* **Your assignment**
Omit the images, then print each record below exactly as it reads.

* **Stored data**
⟨
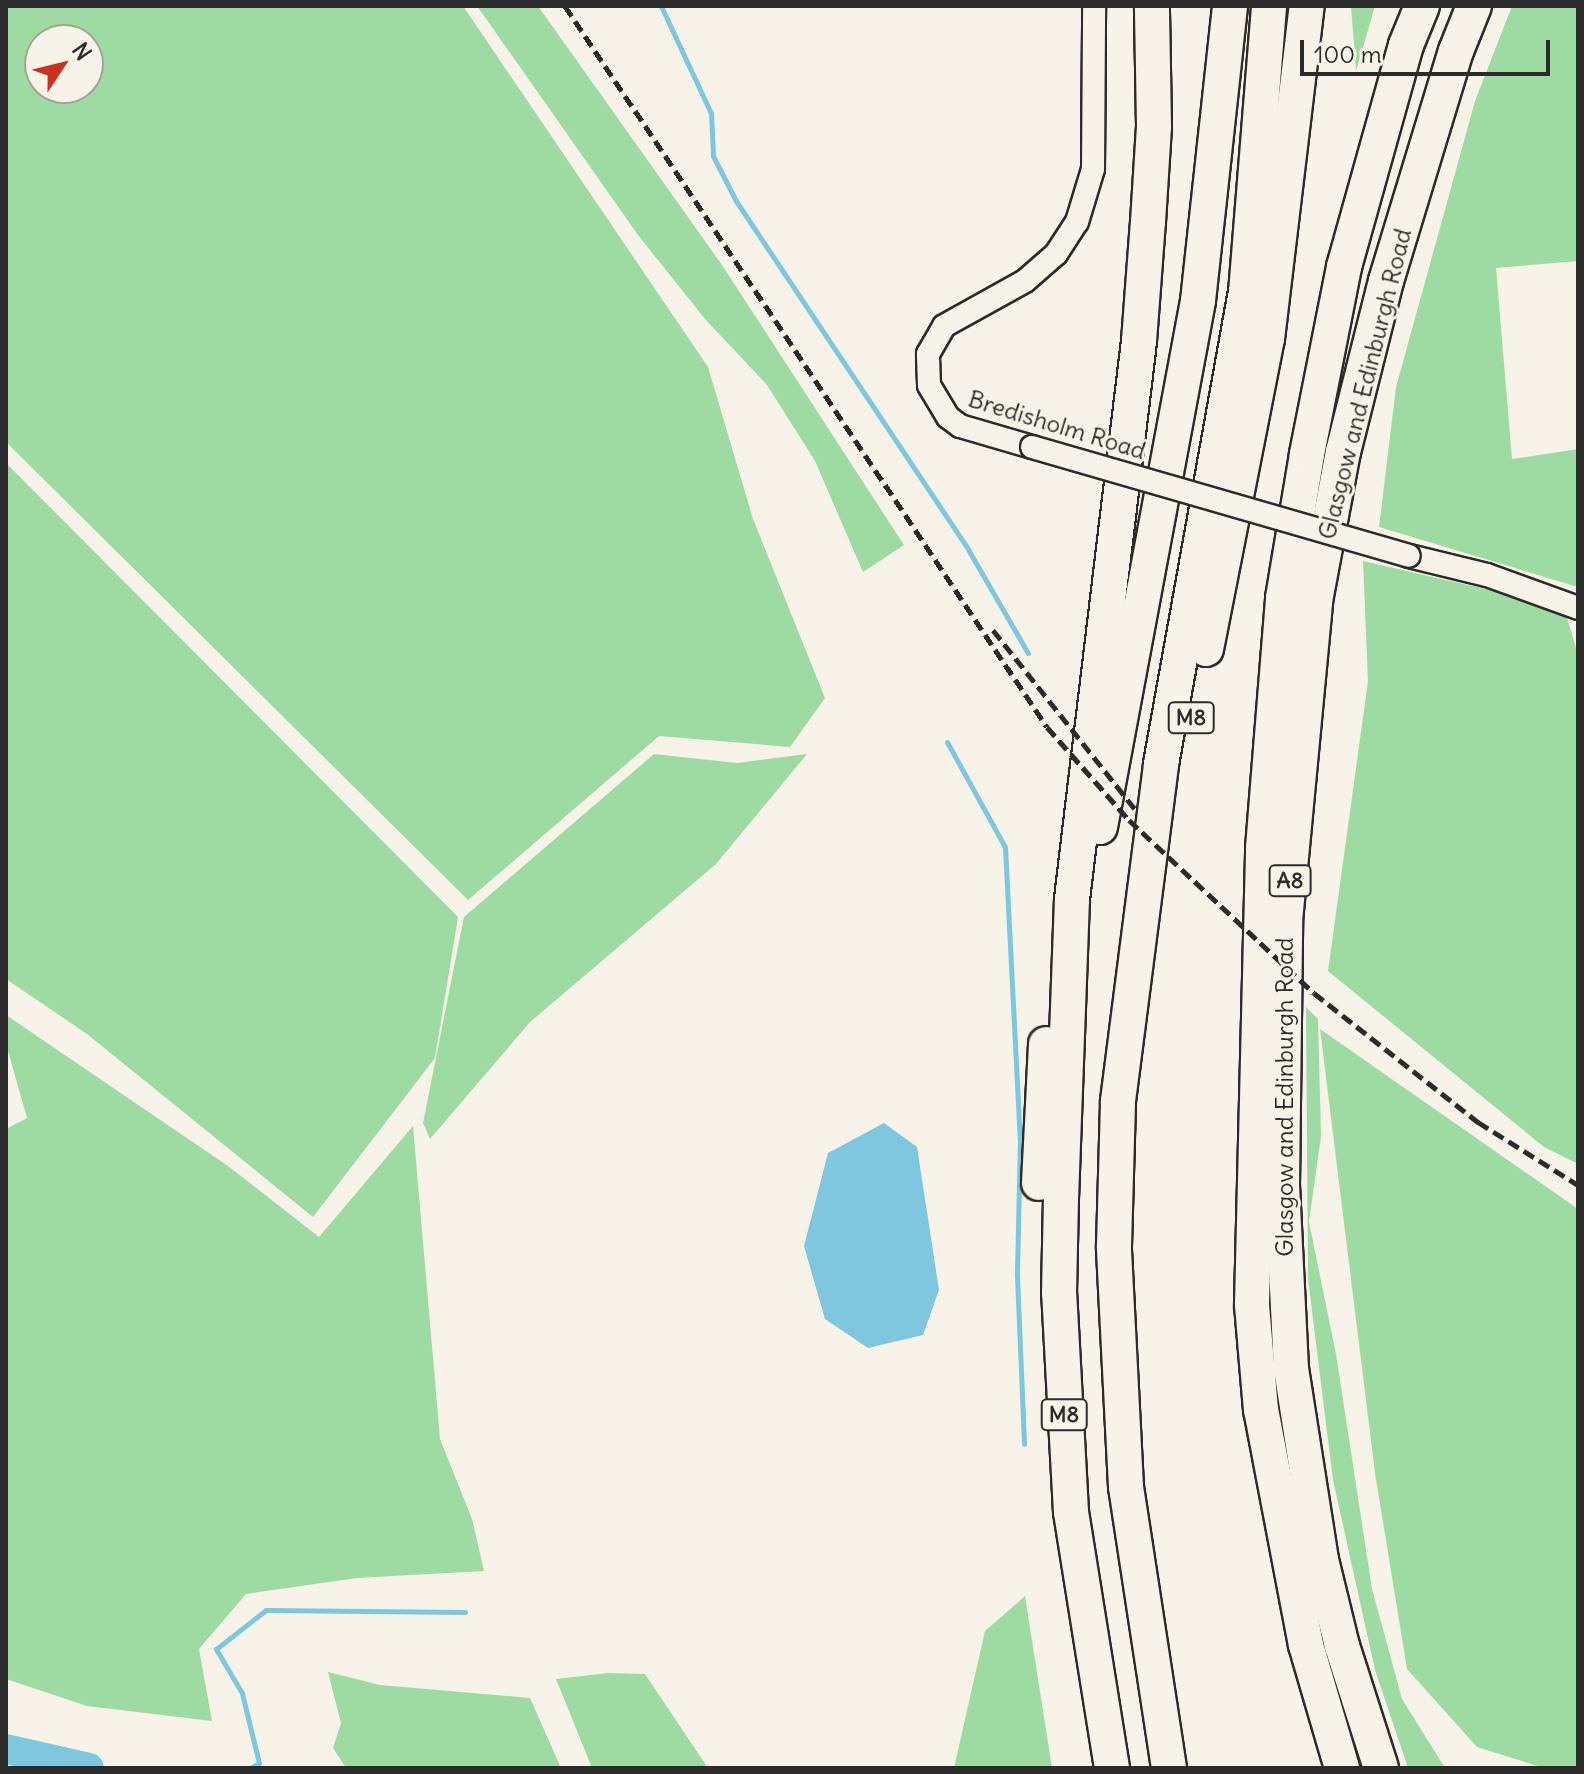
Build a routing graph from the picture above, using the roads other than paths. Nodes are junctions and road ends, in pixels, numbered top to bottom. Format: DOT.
graph roads {
  1 [pos="1094,6"];
  2 [pos="1152,6"];
  3 [pos="1230,6"];
  4 [pos="1269,6"];
  5 [pos="1295,6"];
  6 [pos="1307,6"];
  7 [pos="1422,6"];
  8 [pos="1474,6"];
  9 [pos="1128,437"];
  10 [pos="1204,541"];
  11 [pos="1578,608"];
  12 [pos="1068,1058"];
  13 [pos="1123,1436"];
  14 [pos="1097,1768"];
  15 [pos="1112,1768"];
  16 [pos="1169,1768"];
  17 [pos="1342,1768"];
  18 [pos="1381,1768"];
  1 -- 11 [label="street, Bredisholm Road, bridge"];
  2 -- 9 [label="highway, M8"];
  3 -- 12 [label="highway, M8"];
  4 -- 10 [label="highway, M8"];
  5 -- 10 [label="highway, M8"];
  6 -- 13 [label="highway, M8"];
  7 -- 17 [label="highway, Glasgow and Edinburgh Road / A8"];
  8 -- 18 [label="highway, Glasgow and Edinburgh Road / A8"];
  9 -- 12 [label="highway, M8"];
  9 -- 14 [label="highway, M8"];
  10 -- 13 [label="highway, M8"];
  12 -- 15 [label="highway, M8"];
  13 -- 16 [label="highway, M8"];
}
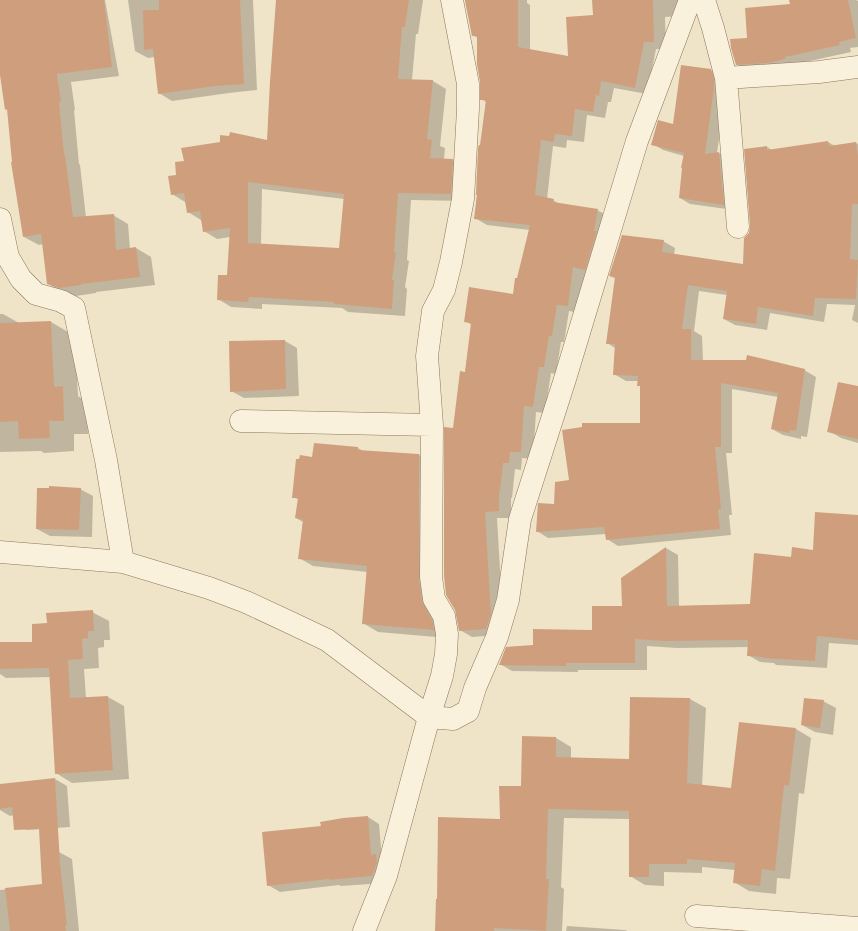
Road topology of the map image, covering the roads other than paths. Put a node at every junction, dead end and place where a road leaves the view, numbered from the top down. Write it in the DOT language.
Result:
graph roads {
  1 [pos="452,0"];
  2 [pos="690,0"];
  3 [pos="704,0"];
  4 [pos="858,67"];
  5 [pos="726,78"];
  6 [pos="0,219"];
  7 [pos="738,227"];
  8 [pos="241,421"];
  9 [pos="432,425"];
  10 [pos="0,552"];
  11 [pos="123,562"];
  12 [pos="429,718"];
  13 [pos="696,916"];
  14 [pos="858,928"];
  15 [pos="364,931"];
  1 -- 9 [label="street"];
  2 -- 12 [label="street"];
  3 -- 5 [label="street"];
  4 -- 5 [label="street"];
  5 -- 7 [label="street"];
  6 -- 11 [label="street"];
  8 -- 9 [label="street"];
  9 -- 12 [label="street"];
  10 -- 11 [label="street"];
  11 -- 12 [label="street"];
  12 -- 15 [label="street"];
  13 -- 14 [label="street"];
}
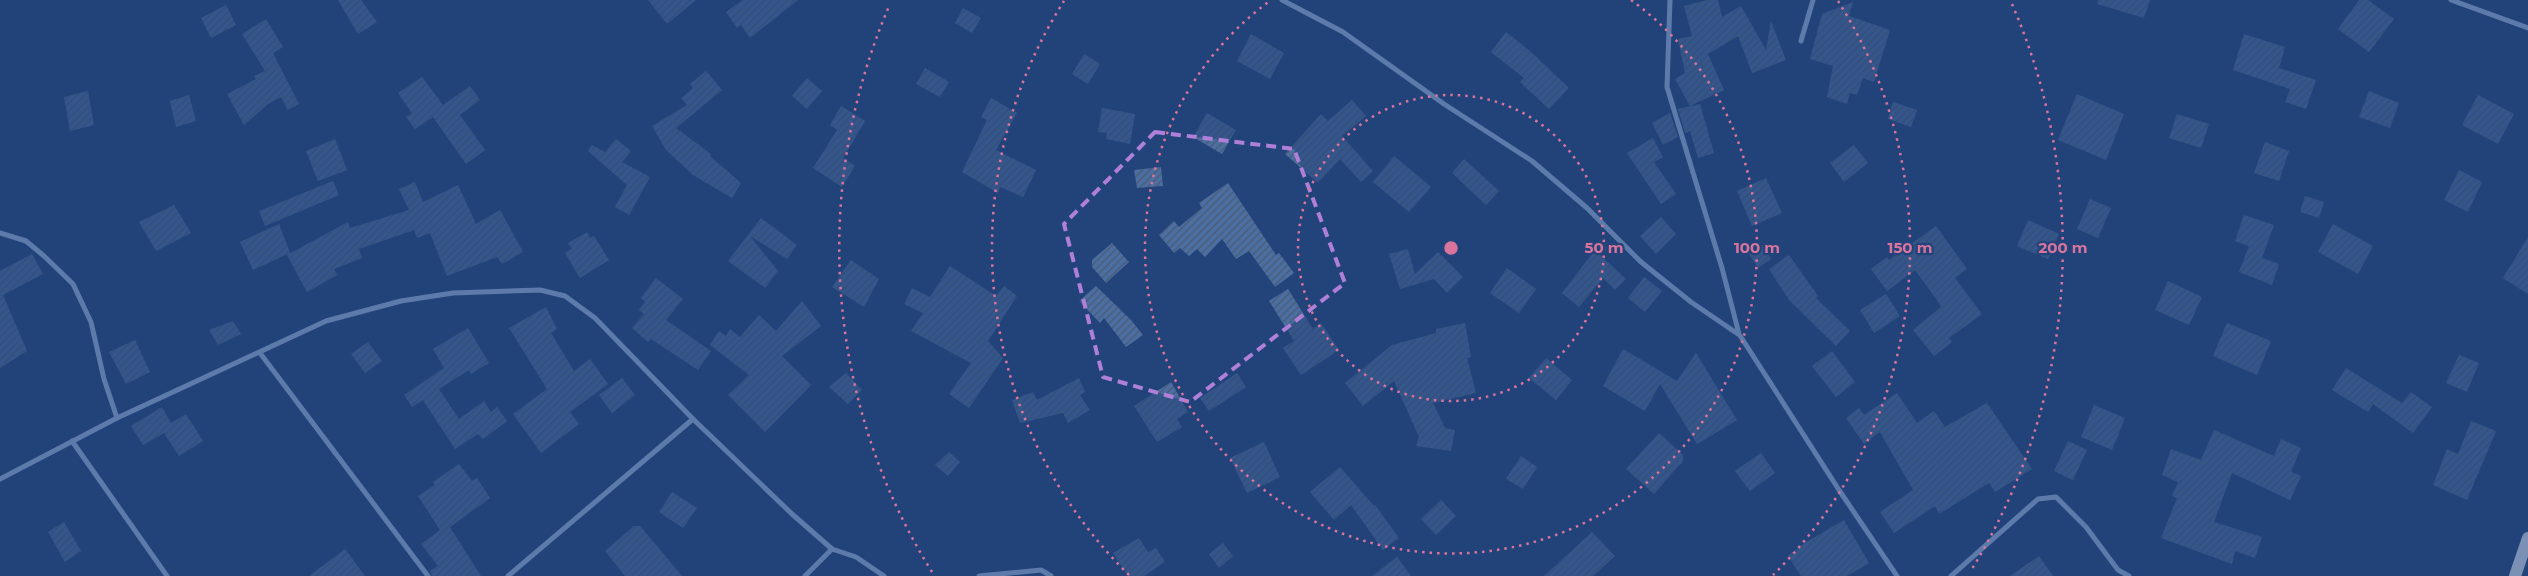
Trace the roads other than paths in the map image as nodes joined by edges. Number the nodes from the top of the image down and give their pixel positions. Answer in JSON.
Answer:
{"nodes":[{"id":1,"x":1282,"y":0,"type":"edge"},
{"id":2,"x":1670,"y":0,"type":"edge"},
{"id":3,"x":1813,"y":0,"type":"edge"},
{"id":4,"x":2451,"y":0,"type":"edge"},
{"id":5,"x":2528,"y":28,"type":"edge"},
{"id":6,"x":1801,"y":41,"type":"dead end"},
{"id":7,"x":0,"y":234,"type":"edge"},
{"id":8,"x":1739,"y":334,"type":"junction"},
{"id":9,"x":260,"y":353,"type":"junction"},
{"id":10,"x":117,"y":418,"type":"junction"},
{"id":11,"x":693,"y":419,"type":"junction"},
{"id":12,"x":72,"y":441,"type":"junction"},
{"id":13,"x":0,"y":479,"type":"edge"},
{"id":14,"x":2528,"y":538,"type":"edge"},
{"id":15,"x":832,"y":549,"type":"junction"},
{"id":16,"x":167,"y":576,"type":"edge"},
{"id":17,"x":428,"y":576,"type":"edge"},
{"id":18,"x":508,"y":576,"type":"edge"},
{"id":19,"x":805,"y":576,"type":"edge"},
{"id":20,"x":884,"y":576,"type":"edge"},
{"id":21,"x":979,"y":576,"type":"edge"},
{"id":22,"x":1051,"y":576,"type":"edge"},
{"id":23,"x":1897,"y":576,"type":"edge"},
{"id":24,"x":1951,"y":576,"type":"edge"},
{"id":25,"x":2129,"y":576,"type":"edge"},
{"id":26,"x":2515,"y":576,"type":"edge"}],
"edges":[{"from":1,"to":8,"type":"street"},
{"from":2,"to":8,"type":"street"},
{"from":3,"to":6,"type":"street"},
{"from":4,"to":5,"type":"street"},
{"from":7,"to":10,"type":"street"},
{"from":8,"to":23,"type":"street"},
{"from":9,"to":10,"type":"street"},
{"from":9,"to":11,"type":"street"},
{"from":9,"to":17,"type":"street"},
{"from":10,"to":12,"type":"street"},
{"from":11,"to":15,"type":"street"},
{"from":11,"to":18,"type":"street"},
{"from":12,"to":13,"type":"street"},
{"from":12,"to":16,"type":"street"},
{"from":14,"to":26,"type":"main road"},
{"from":15,"to":19,"type":"street"},
{"from":15,"to":20,"type":"street"},
{"from":21,"to":22,"type":"street"},
{"from":24,"to":25,"type":"street"}]}
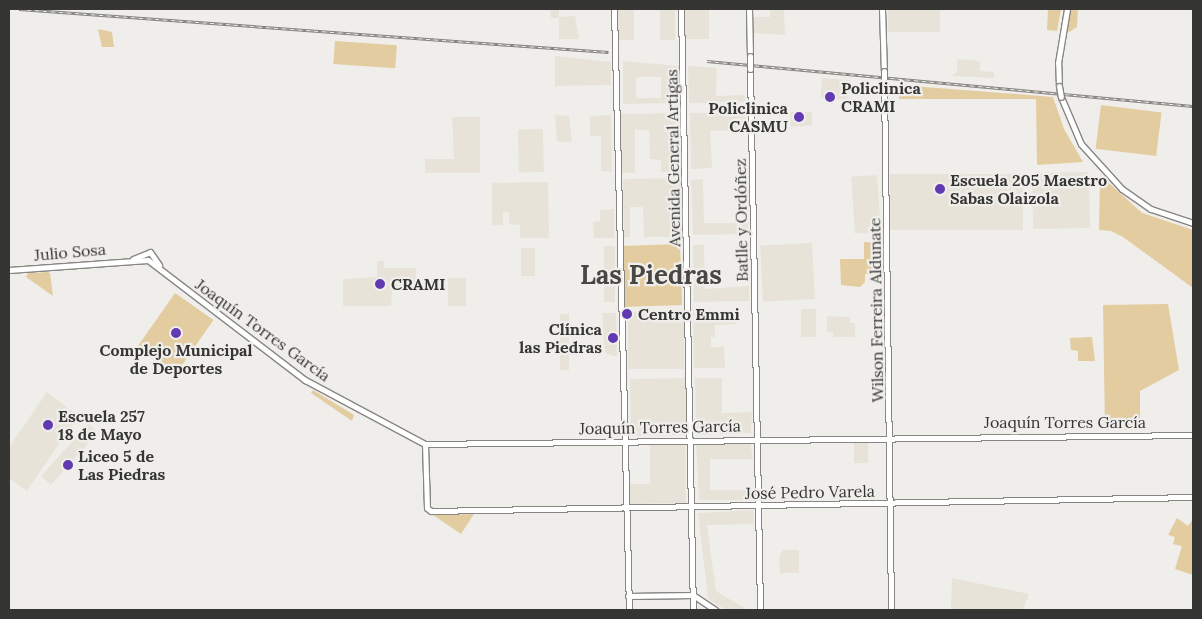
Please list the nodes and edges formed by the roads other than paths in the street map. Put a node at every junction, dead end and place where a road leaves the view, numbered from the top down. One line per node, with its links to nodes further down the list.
1 (614, 9): 13 (street)
2 (681, 9): 12 (street, Avenida General Artigas)
3 (749, 9): 11 (street, Batlle y Ordóñez, bridge)
4 (882, 9): 10 (street, Wilson Ferreira Aldunate, bridge)
5 (1067, 9): 6 (street, bridge)
6 (1193, 223)
7 (133, 258): 8 (street, Julio Sosa); 14 (street, Joaquín Torres García)
8 (9, 270)
9 (1193, 435): 10 (street, Joaquín Torres García)
10 (891, 436): 11 (street, Joaquín Torres García); 16 (street, Wilson Ferreira Aldunate)
11 (757, 438): 12 (street, Joaquín Torres García); 17 (street, Batlle y Ordóñez)
12 (692, 439): 13 (street, Joaquín Torres García); 19 (street, Avenida General Artigas)
13 (626, 440): 14 (street, Joaquín Torres García); 18 (street)
14 (425, 444): 18 (street, José Pedro Varela)
15 (1193, 497): 16 (street, José Pedro Varela)
16 (890, 504): 17 (street, José Pedro Varela); 28 (street, Wilson Ferreira Aldunate)
17 (758, 505): 19 (street, José Pedro Varela); 27 (street, Batlle y Ordóñez)
18 (627, 506): 19 (street, José Pedro Varela); 21 (street)
19 (692, 506): 20 (street, Avenida General Artigas)
20 (693, 595): 21 (street); 22 (street); 23 (street, Avenida General Artigas)
21 (628, 596): 24 (street)
22 (704, 603): 23 (street); 25 (street); 26 (street)
23 (692, 609)
24 (628, 610)
25 (708, 610)
26 (715, 610)
27 (760, 610)
28 (891, 610)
⟩
* **Answer space**
Build a routing graph from the picture above, using the roads other than paths. Nodes are junctions and road ends, in pixels, numbered top to bottom. Format: DOT.
graph roads {
  1 [pos="1094,6"];
  2 [pos="1152,6"];
  3 [pos="1230,6"];
  4 [pos="1269,6"];
  5 [pos="1295,6"];
  6 [pos="1307,6"];
  7 [pos="1422,6"];
  8 [pos="1474,6"];
  9 [pos="1128,437"];
  10 [pos="1204,541"];
  11 [pos="1578,608"];
  12 [pos="1068,1058"];
  13 [pos="1123,1436"];
  14 [pos="1097,1768"];
  15 [pos="1112,1768"];
  16 [pos="1169,1768"];
  17 [pos="1342,1768"];
  18 [pos="1381,1768"];
  1 -- 11 [label="street, Bredisholm Road, bridge"];
  2 -- 9 [label="highway, M8"];
  3 -- 12 [label="highway, M8"];
  4 -- 10 [label="highway, M8"];
  5 -- 10 [label="highway, M8"];
  6 -- 13 [label="highway, M8"];
  7 -- 17 [label="highway, Glasgow and Edinburgh Road / A8"];
  8 -- 18 [label="highway, Glasgow and Edinburgh Road / A8"];
  9 -- 12 [label="highway, M8"];
  9 -- 14 [label="highway, M8"];
  10 -- 13 [label="highway, M8"];
  12 -- 15 [label="highway, M8"];
  13 -- 16 [label="highway, M8"];
}
Road topology of the map image, covering the roads other than paths. Put a node at every junction, dead end and place where a road leaves the view, numbered from the top down. Write it in the DOT language.
Result:
graph roads {
  1 [pos="452,0"];
  2 [pos="690,0"];
  3 [pos="704,0"];
  4 [pos="858,67"];
  5 [pos="726,78"];
  6 [pos="0,219"];
  7 [pos="738,227"];
  8 [pos="241,421"];
  9 [pos="432,425"];
  10 [pos="0,552"];
  11 [pos="123,562"];
  12 [pos="429,718"];
  13 [pos="696,916"];
  14 [pos="858,928"];
  15 [pos="364,931"];
  1 -- 9 [label="street"];
  2 -- 12 [label="street"];
  3 -- 5 [label="street"];
  4 -- 5 [label="street"];
  5 -- 7 [label="street"];
  6 -- 11 [label="street"];
  8 -- 9 [label="street"];
  9 -- 12 [label="street"];
  10 -- 11 [label="street"];
  11 -- 12 [label="street"];
  12 -- 15 [label="street"];
  13 -- 14 [label="street"];
}
Trace the roads other than paths in the map image as nodes joined by edges. Number the nodes from the top of the image down and give their pixel positions. Answer in JSON.
Answer:
{"nodes":[{"id":1,"x":1282,"y":0,"type":"edge"},
{"id":2,"x":1670,"y":0,"type":"edge"},
{"id":3,"x":1813,"y":0,"type":"edge"},
{"id":4,"x":2451,"y":0,"type":"edge"},
{"id":5,"x":2528,"y":28,"type":"edge"},
{"id":6,"x":1801,"y":41,"type":"dead end"},
{"id":7,"x":0,"y":234,"type":"edge"},
{"id":8,"x":1739,"y":334,"type":"junction"},
{"id":9,"x":260,"y":353,"type":"junction"},
{"id":10,"x":117,"y":418,"type":"junction"},
{"id":11,"x":693,"y":419,"type":"junction"},
{"id":12,"x":72,"y":441,"type":"junction"},
{"id":13,"x":0,"y":479,"type":"edge"},
{"id":14,"x":2528,"y":538,"type":"edge"},
{"id":15,"x":832,"y":549,"type":"junction"},
{"id":16,"x":167,"y":576,"type":"edge"},
{"id":17,"x":428,"y":576,"type":"edge"},
{"id":18,"x":508,"y":576,"type":"edge"},
{"id":19,"x":805,"y":576,"type":"edge"},
{"id":20,"x":884,"y":576,"type":"edge"},
{"id":21,"x":979,"y":576,"type":"edge"},
{"id":22,"x":1051,"y":576,"type":"edge"},
{"id":23,"x":1897,"y":576,"type":"edge"},
{"id":24,"x":1951,"y":576,"type":"edge"},
{"id":25,"x":2129,"y":576,"type":"edge"},
{"id":26,"x":2515,"y":576,"type":"edge"}],
"edges":[{"from":1,"to":8,"type":"street"},
{"from":2,"to":8,"type":"street"},
{"from":3,"to":6,"type":"street"},
{"from":4,"to":5,"type":"street"},
{"from":7,"to":10,"type":"street"},
{"from":8,"to":23,"type":"street"},
{"from":9,"to":10,"type":"street"},
{"from":9,"to":11,"type":"street"},
{"from":9,"to":17,"type":"street"},
{"from":10,"to":12,"type":"street"},
{"from":11,"to":15,"type":"street"},
{"from":11,"to":18,"type":"street"},
{"from":12,"to":13,"type":"street"},
{"from":12,"to":16,"type":"street"},
{"from":14,"to":26,"type":"main road"},
{"from":15,"to":19,"type":"street"},
{"from":15,"to":20,"type":"street"},
{"from":21,"to":22,"type":"street"},
{"from":24,"to":25,"type":"street"}]}
Please list the nodes and edges formed by the roads other than paths in the street map. Put a node at every junction, dead end and place where a road leaves the view, numbered from the top down. One line per node, with its links to nodes further down the list.
1 (614, 9): 13 (street)
2 (681, 9): 12 (street, Avenida General Artigas)
3 (749, 9): 11 (street, Batlle y Ordóñez, bridge)
4 (882, 9): 10 (street, Wilson Ferreira Aldunate, bridge)
5 (1067, 9): 6 (street, bridge)
6 (1193, 223)
7 (133, 258): 8 (street, Julio Sosa); 14 (street, Joaquín Torres García)
8 (9, 270)
9 (1193, 435): 10 (street, Joaquín Torres García)
10 (891, 436): 11 (street, Joaquín Torres García); 16 (street, Wilson Ferreira Aldunate)
11 (757, 438): 12 (street, Joaquín Torres García); 17 (street, Batlle y Ordóñez)
12 (692, 439): 13 (street, Joaquín Torres García); 19 (street, Avenida General Artigas)
13 (626, 440): 14 (street, Joaquín Torres García); 18 (street)
14 (425, 444): 18 (street, José Pedro Varela)
15 (1193, 497): 16 (street, José Pedro Varela)
16 (890, 504): 17 (street, José Pedro Varela); 28 (street, Wilson Ferreira Aldunate)
17 (758, 505): 19 (street, José Pedro Varela); 27 (street, Batlle y Ordóñez)
18 (627, 506): 19 (street, José Pedro Varela); 21 (street)
19 (692, 506): 20 (street, Avenida General Artigas)
20 (693, 595): 21 (street); 22 (street); 23 (street, Avenida General Artigas)
21 (628, 596): 24 (street)
22 (704, 603): 23 (street); 25 (street); 26 (street)
23 (692, 609)
24 (628, 610)
25 (708, 610)
26 (715, 610)
27 (760, 610)
28 (891, 610)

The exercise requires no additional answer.